Task: Each line below should be retyped exactly, with no pictures.

___

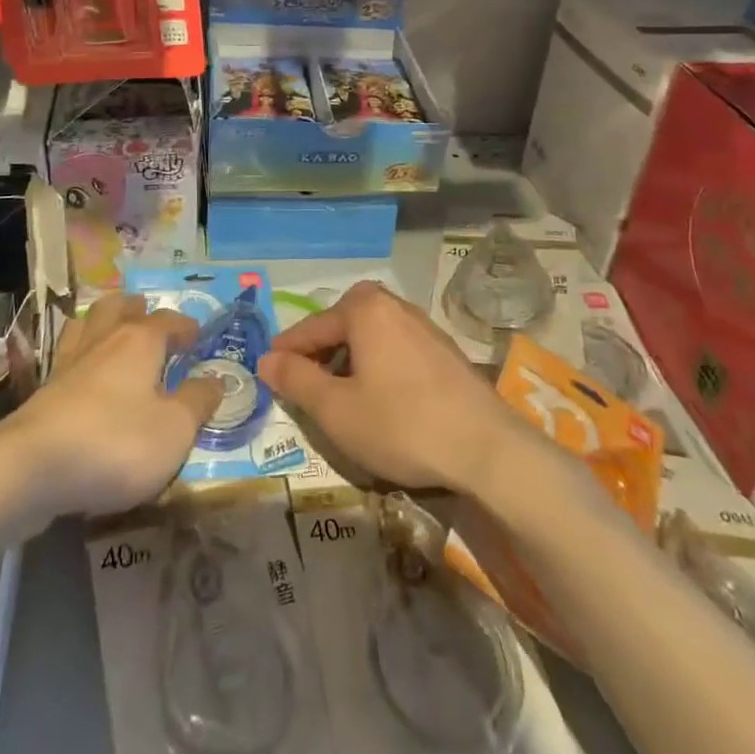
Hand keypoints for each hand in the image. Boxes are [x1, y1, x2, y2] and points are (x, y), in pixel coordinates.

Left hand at [9, 294, 223, 516]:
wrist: (32, 469)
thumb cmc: (116, 443)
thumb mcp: (174, 429)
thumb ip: (197, 402)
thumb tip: (216, 379)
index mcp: (139, 341)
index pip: (167, 321)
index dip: (184, 327)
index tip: (196, 336)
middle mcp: (103, 341)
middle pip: (117, 308)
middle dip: (134, 308)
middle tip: (146, 313)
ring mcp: (68, 364)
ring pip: (85, 326)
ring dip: (101, 323)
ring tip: (111, 333)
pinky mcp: (43, 392)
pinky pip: (66, 357)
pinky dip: (80, 356)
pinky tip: (83, 373)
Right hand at [256, 280, 539, 494]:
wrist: (488, 448)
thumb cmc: (401, 424)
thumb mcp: (336, 409)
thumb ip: (296, 380)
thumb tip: (266, 359)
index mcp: (364, 308)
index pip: (311, 327)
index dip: (286, 352)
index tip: (268, 373)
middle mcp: (394, 305)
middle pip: (342, 325)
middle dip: (320, 353)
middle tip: (304, 385)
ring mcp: (424, 326)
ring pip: (370, 336)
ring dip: (350, 360)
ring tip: (340, 395)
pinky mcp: (444, 351)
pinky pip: (395, 348)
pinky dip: (377, 365)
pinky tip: (380, 399)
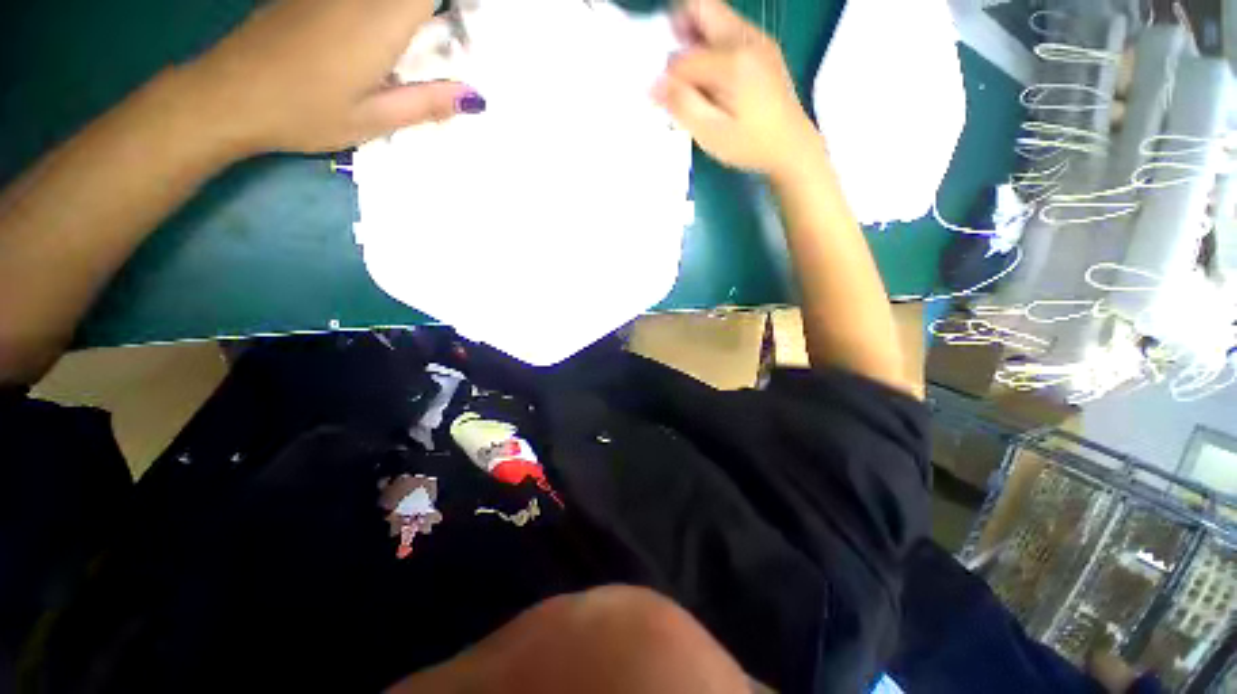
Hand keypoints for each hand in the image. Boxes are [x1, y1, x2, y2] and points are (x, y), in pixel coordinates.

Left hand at [178, 0, 484, 156]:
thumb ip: (426, 103)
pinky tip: (369, 42)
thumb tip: (474, 98)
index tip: (462, 26)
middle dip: (428, 14)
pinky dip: (377, 11)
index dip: (448, 7)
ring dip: (405, 14)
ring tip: (405, 52)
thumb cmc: (305, 112)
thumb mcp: (374, 119)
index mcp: (380, 22)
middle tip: (442, 43)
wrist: (227, 94)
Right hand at [653, 0, 817, 176]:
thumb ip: (682, 105)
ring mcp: (758, 40)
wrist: (792, 147)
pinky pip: (728, 31)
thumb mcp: (711, 133)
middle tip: (669, 68)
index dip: (666, 76)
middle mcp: (747, 38)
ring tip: (689, 77)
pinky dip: (710, 45)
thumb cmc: (750, 145)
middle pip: (703, 8)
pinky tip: (709, 78)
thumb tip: (652, 84)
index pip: (683, 56)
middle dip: (678, 29)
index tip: (660, 98)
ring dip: (694, 38)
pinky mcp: (763, 48)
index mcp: (733, 60)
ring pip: (715, 18)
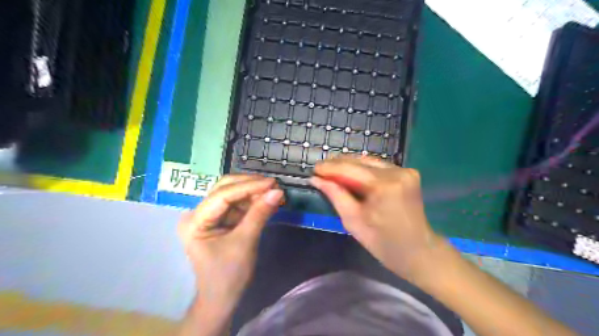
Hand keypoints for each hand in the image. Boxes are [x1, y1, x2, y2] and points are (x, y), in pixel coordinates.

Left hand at [176, 176, 283, 309]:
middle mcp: (198, 213)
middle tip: (274, 185)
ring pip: (233, 194)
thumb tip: (277, 191)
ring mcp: (209, 216)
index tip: (272, 182)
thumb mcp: (245, 242)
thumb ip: (259, 214)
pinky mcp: (220, 220)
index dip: (248, 186)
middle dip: (250, 185)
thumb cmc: (228, 275)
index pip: (222, 195)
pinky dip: (253, 202)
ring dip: (253, 192)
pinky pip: (238, 204)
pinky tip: (267, 200)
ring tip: (274, 192)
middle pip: (224, 189)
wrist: (222, 298)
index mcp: (195, 221)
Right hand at [312, 158, 446, 279]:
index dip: (329, 167)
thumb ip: (335, 195)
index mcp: (384, 185)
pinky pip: (379, 167)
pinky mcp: (408, 173)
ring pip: (369, 161)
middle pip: (360, 161)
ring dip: (349, 165)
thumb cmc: (384, 243)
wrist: (419, 251)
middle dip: (338, 164)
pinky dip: (363, 169)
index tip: (313, 170)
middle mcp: (397, 172)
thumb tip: (316, 179)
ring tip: (332, 171)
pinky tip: (351, 174)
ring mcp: (405, 171)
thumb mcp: (353, 221)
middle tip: (320, 170)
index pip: (350, 168)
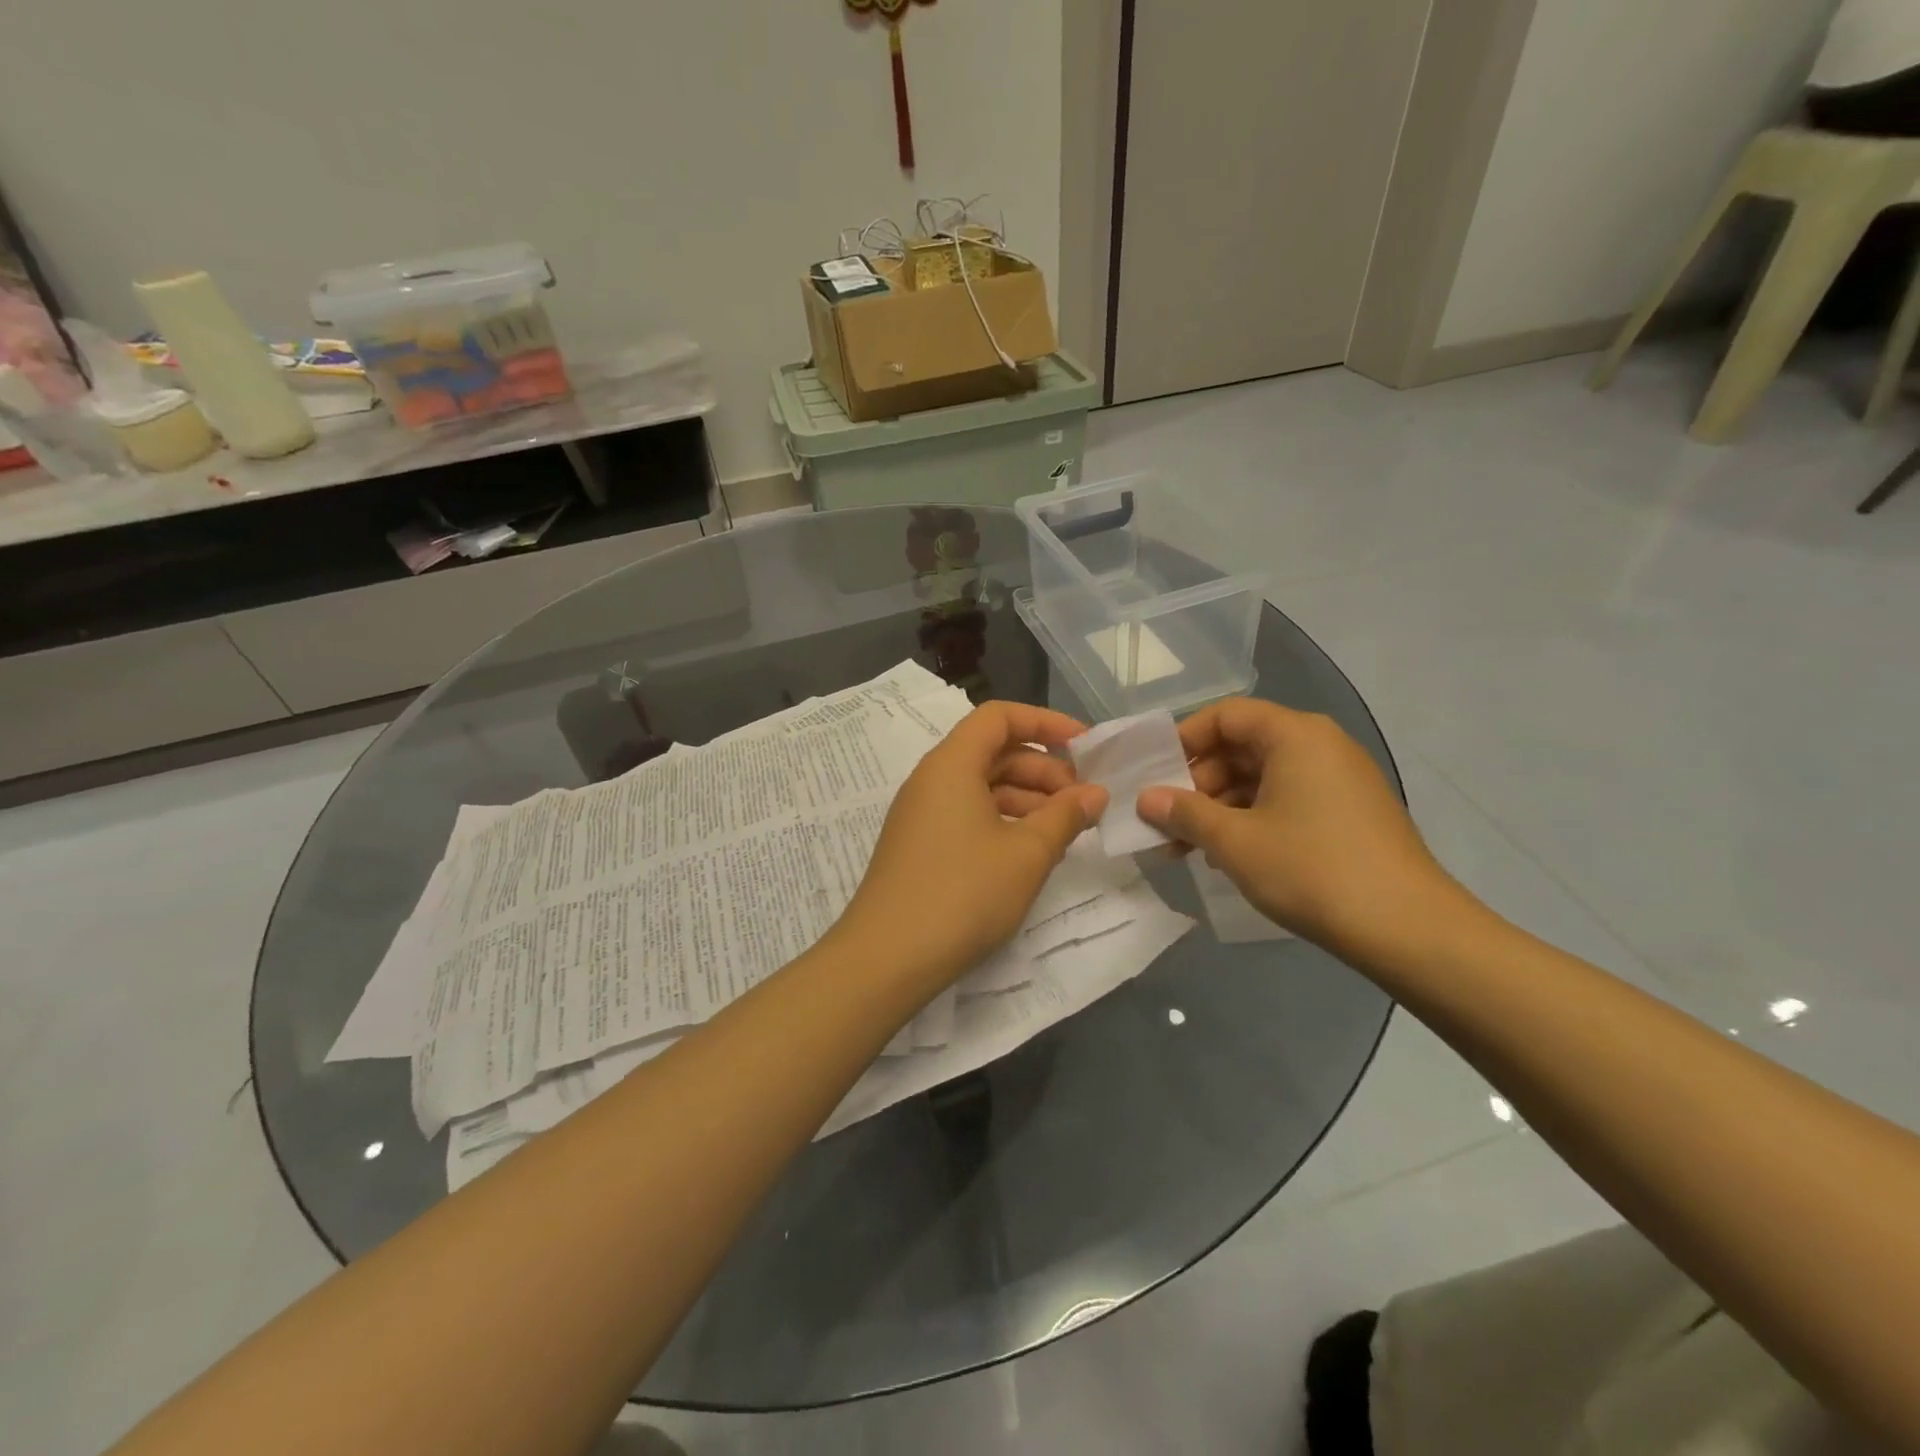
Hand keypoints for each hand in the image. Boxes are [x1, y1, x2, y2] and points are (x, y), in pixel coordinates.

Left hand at [836, 701, 1107, 987]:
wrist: (887, 959)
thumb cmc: (963, 894)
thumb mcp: (1027, 854)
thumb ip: (1065, 816)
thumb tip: (1095, 793)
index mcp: (951, 764)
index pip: (999, 717)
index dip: (1046, 722)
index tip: (1086, 747)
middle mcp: (931, 779)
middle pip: (993, 751)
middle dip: (1043, 769)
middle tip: (1083, 803)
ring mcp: (922, 814)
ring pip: (982, 786)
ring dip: (1027, 799)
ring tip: (1065, 831)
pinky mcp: (920, 846)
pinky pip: (968, 815)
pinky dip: (1004, 821)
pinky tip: (1030, 851)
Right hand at [1136, 700, 1462, 962]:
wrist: (1408, 929)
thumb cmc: (1311, 870)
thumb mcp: (1235, 842)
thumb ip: (1184, 813)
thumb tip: (1145, 798)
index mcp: (1295, 735)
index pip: (1226, 715)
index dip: (1184, 739)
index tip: (1155, 775)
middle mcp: (1320, 745)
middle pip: (1242, 746)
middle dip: (1197, 782)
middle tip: (1166, 820)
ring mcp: (1339, 779)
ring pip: (1262, 778)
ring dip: (1219, 807)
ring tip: (1188, 847)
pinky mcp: (1349, 813)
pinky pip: (1287, 799)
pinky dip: (1252, 819)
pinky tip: (1229, 856)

___

Result:
Hand keypoints for each hand in the image. Boxes are [x1, y1, x2, y2] and points are (x, y), in pixel coordinates.

Left hand at [9, 294, 223, 516]:
wrist: (32, 469)
thumb cmc: (116, 443)
thumb mcp: (174, 429)
thumb ip: (197, 402)
thumb tip: (216, 379)
index mcp: (139, 341)
index pip: (167, 321)
index dip: (184, 327)
index tip: (196, 336)
middle mcp: (103, 341)
middle pip: (117, 308)
middle dip: (134, 308)
middle tip: (146, 313)
ring mcp: (68, 364)
ring pip: (85, 326)
ring dip: (101, 323)
ring tip: (111, 333)
pinky mcp: (43, 392)
pinky pip: (66, 357)
pinky dip: (80, 356)
pinky tip: (83, 373)
Right hand at [256, 280, 539, 494]:
wrist: (488, 448)
thumb cmc: (401, 424)
thumb mcp: (336, 409)
thumb ip: (296, 380)
thumb tip: (266, 359)
index mcp: (364, 308)
index pip: (311, 327)
index dip: (286, 352)
index tip: (268, 373)
middle mcp: (394, 305)
middle pip: (342, 325)
middle dip: (320, 353)
middle tip: (304, 385)
ring mcp: (424, 326)
ring pip: (370, 336)
ring dip: (350, 360)
ring tip: (340, 395)
pinky mcp: (444, 351)
pinky pip: (395, 348)
pinky dip: (377, 365)
pinky tip: (380, 399)
Hand keypoints for each hand in the image. Boxes are [x1, y1, x2, y2] and points are (x, y), in pixel coordinates.

Left hand at [178, 0, 484, 156]:
thumb ip: (426, 103)
pinky tip: (369, 42)
thumb tip: (474, 98)
index tip: (462, 26)
middle dip: (428, 14)
pinky dip: (377, 11)
index dip: (448, 7)
ring dip: (405, 14)
ring tip: (405, 52)
thumb cmc: (305, 112)
thumb mcp: (374, 119)
index mcp: (380, 22)
middle tip: (442, 43)
wrist: (227, 94)
Right hand at [653, 0, 817, 176]:
thumb ip: (682, 105)
ring mcp: (758, 40)
wrist: (792, 147)
pinky pip: (728, 31)
thumb mcp: (711, 133)
middle tip: (669, 68)
index dip: (666, 76)
middle mcp: (747, 38)
ring tip: (689, 77)
pinky dip: (710, 45)
thumb cmc: (750, 145)
middle pip: (703, 8)
pinky tip: (709, 78)
thumb tip: (652, 84)
index pip: (683, 56)
middle dip: (678, 29)
index tip: (660, 98)
ring dip: (694, 38)
pinky mcp: (763, 48)
index mcp: (733, 60)
ring pip: (715, 18)
Hand keypoints for each hand in the image. Boxes are [x1, y1, x2, y2] and points are (x, y), in pixel coordinates.

Left hand at [176, 176, 283, 309]:
middle mcp: (198, 213)
middle tip: (274, 185)
ring pip: (233, 194)
thumb tip: (277, 191)
ring mcp: (209, 216)
index tip: (272, 182)
thumb mcp: (245, 242)
thumb ip: (259, 214)
pinky mcp: (220, 220)
index dip: (248, 186)
middle dip: (250, 185)
thumb cmc: (228, 275)
index pip: (222, 195)
pinky dip: (253, 202)
ring dip: (253, 192)
pinky pip: (238, 204)
pinky tip: (267, 200)
ring tip: (274, 192)
middle pip: (224, 189)
wrist: (222, 298)
index mcp: (195, 221)
Right hand at [312, 158, 446, 279]:
index dip: (329, 167)
thumb ip: (335, 195)
index mcp: (384, 185)
pinky pip: (379, 167)
pinky mcp: (408, 173)
ring pip: (369, 161)
middle pip: (360, 161)
ring dip: (349, 165)
thumb cmc: (384, 243)
wrist: (419, 251)
middle dip: (338, 164)
pinky dip: (363, 169)
index tip: (313, 170)
middle mcp: (397, 172)
thumb tip: (316, 179)
ring tip: (332, 171)
pinky tip: (351, 174)
ring mcp: (405, 171)
thumb mcp: (353, 221)
middle tip: (320, 170)
index pip: (350, 168)
Hand keypoints for each hand in the image. Boxes are [x1, y1, x2, y2] and points are (x, y), in pixel coordinates.

Left hand at [836, 701, 1107, 987]:
wrist: (887, 959)
thumb cmc: (963, 894)
thumb mcp: (1027, 854)
thumb ip: (1065, 816)
thumb tip: (1095, 793)
index mcp: (951, 764)
index pip: (999, 717)
index dip: (1046, 722)
index tip: (1086, 747)
middle mcp: (931, 779)
middle pip: (993, 751)
middle dip: (1043, 769)
middle tip: (1083, 803)
ring mcp: (922, 814)
ring pip: (982, 786)
ring dip: (1027, 799)
ring tip: (1065, 831)
pinky mcp: (920, 846)
pinky pip: (968, 815)
pinky dip: (1004, 821)
pinky tip: (1030, 851)
Right hand at [1136, 700, 1462, 962]:
wrist: (1408, 929)
thumb cmc: (1311, 870)
thumb mcp: (1235, 842)
thumb ip: (1184, 813)
thumb tip: (1145, 798)
index mcp: (1295, 735)
index pip: (1226, 715)
index dip: (1184, 739)
index tip: (1155, 775)
middle mcp: (1320, 745)
middle pip: (1242, 746)
middle dip: (1197, 782)
middle tip: (1166, 820)
ring mcp: (1339, 779)
ring pip: (1262, 778)
ring dip: (1219, 807)
ring tip: (1188, 847)
pinky mcp: (1349, 813)
pinky pip: (1287, 799)
pinky dip: (1252, 819)
pinky tip: (1229, 856)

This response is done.